*Source information*.
== == ==
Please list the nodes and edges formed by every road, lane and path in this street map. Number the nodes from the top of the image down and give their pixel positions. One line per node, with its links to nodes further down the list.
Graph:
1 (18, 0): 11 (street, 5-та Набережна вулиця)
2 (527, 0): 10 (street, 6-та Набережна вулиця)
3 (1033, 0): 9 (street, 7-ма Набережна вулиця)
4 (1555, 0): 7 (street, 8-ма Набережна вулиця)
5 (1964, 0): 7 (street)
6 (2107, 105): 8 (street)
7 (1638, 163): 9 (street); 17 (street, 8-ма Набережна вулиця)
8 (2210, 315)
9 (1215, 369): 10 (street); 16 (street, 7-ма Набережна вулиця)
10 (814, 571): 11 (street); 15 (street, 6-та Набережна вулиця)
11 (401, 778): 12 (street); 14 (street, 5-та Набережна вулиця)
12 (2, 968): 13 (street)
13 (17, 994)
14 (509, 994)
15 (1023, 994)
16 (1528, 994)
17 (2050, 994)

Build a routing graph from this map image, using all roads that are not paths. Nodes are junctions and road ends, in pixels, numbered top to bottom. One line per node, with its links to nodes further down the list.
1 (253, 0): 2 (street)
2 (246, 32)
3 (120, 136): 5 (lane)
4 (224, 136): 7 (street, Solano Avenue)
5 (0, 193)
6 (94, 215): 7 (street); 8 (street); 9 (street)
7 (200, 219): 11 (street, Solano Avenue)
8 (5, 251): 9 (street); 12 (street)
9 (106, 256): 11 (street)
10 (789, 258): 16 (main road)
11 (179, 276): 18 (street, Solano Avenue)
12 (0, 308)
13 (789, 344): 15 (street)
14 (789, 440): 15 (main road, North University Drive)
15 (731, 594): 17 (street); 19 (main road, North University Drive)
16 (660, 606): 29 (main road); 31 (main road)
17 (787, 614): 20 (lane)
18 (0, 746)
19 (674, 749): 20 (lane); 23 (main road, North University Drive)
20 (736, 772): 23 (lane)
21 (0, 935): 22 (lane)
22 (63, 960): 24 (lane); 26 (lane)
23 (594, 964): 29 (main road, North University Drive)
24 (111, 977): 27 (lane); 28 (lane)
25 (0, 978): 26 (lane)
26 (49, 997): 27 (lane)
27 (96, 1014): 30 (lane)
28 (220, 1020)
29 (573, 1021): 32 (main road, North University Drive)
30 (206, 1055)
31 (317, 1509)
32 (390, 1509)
== == ==
*What you should do*.
Could you restate every record above word for word?

*Answer section*.
Please list the nodes and edges formed by every road, lane and path in this street map. Number the nodes from the top of the image down and give their pixel positions. One line per node, with its links to nodes further down the list.
Graph:
1 (18, 0): 11 (street, 5-та Набережна вулиця)
2 (527, 0): 10 (street, 6-та Набережна вулиця)
3 (1033, 0): 9 (street, 7-ма Набережна вулиця)
4 (1555, 0): 7 (street, 8-ма Набережна вулиця)
5 (1964, 0): 7 (street)
6 (2107, 105): 8 (street)
7 (1638, 163): 9 (street); 17 (street, 8-ма Набережна вулиця)
8 (2210, 315)
9 (1215, 369): 10 (street); 16 (street, 7-ма Набережна вулиця)
10 (814, 571): 11 (street); 15 (street, 6-та Набережна вулиця)
11 (401, 778): 12 (street); 14 (street, 5-та Набережна вулиця)
12 (2, 968): 13 (street)
13 (17, 994)
14 (509, 994)
15 (1023, 994)
16 (1528, 994)
17 (2050, 994)

Build a routing graph from this map image, using all roads that are not paths. Nodes are junctions and road ends, in pixels, numbered top to bottom. One line per node, with its links to nodes further down the list.
1 (253, 0): 2 (street)
2 (246, 32)
3 (120, 136): 5 (lane)
4 (224, 136): 7 (street, Solano Avenue)
5 (0, 193)
6 (94, 215): 7 (street); 8 (street); 9 (street)
7 (200, 219): 11 (street, Solano Avenue)
8 (5, 251): 9 (street); 12 (street)
9 (106, 256): 11 (street)
10 (789, 258): 16 (main road)
11 (179, 276): 18 (street, Solano Avenue)
12 (0, 308)
13 (789, 344): 15 (street)
14 (789, 440): 15 (main road, North University Drive)
15 (731, 594): 17 (street); 19 (main road, North University Drive)
16 (660, 606): 29 (main road); 31 (main road)
17 (787, 614): 20 (lane)
18 (0, 746)
19 (674, 749): 20 (lane); 23 (main road, North University Drive)
20 (736, 772): 23 (lane)
21 (0, 935): 22 (lane)
22 (63, 960): 24 (lane); 26 (lane)
23 (594, 964): 29 (main road, North University Drive)
24 (111, 977): 27 (lane); 28 (lane)
25 (0, 978): 26 (lane)
26 (49, 997): 27 (lane)
27 (96, 1014): 30 (lane)
28 (220, 1020)
29 (573, 1021): 32 (main road, North University Drive)
30 (206, 1055)
31 (317, 1509)
32 (390, 1509)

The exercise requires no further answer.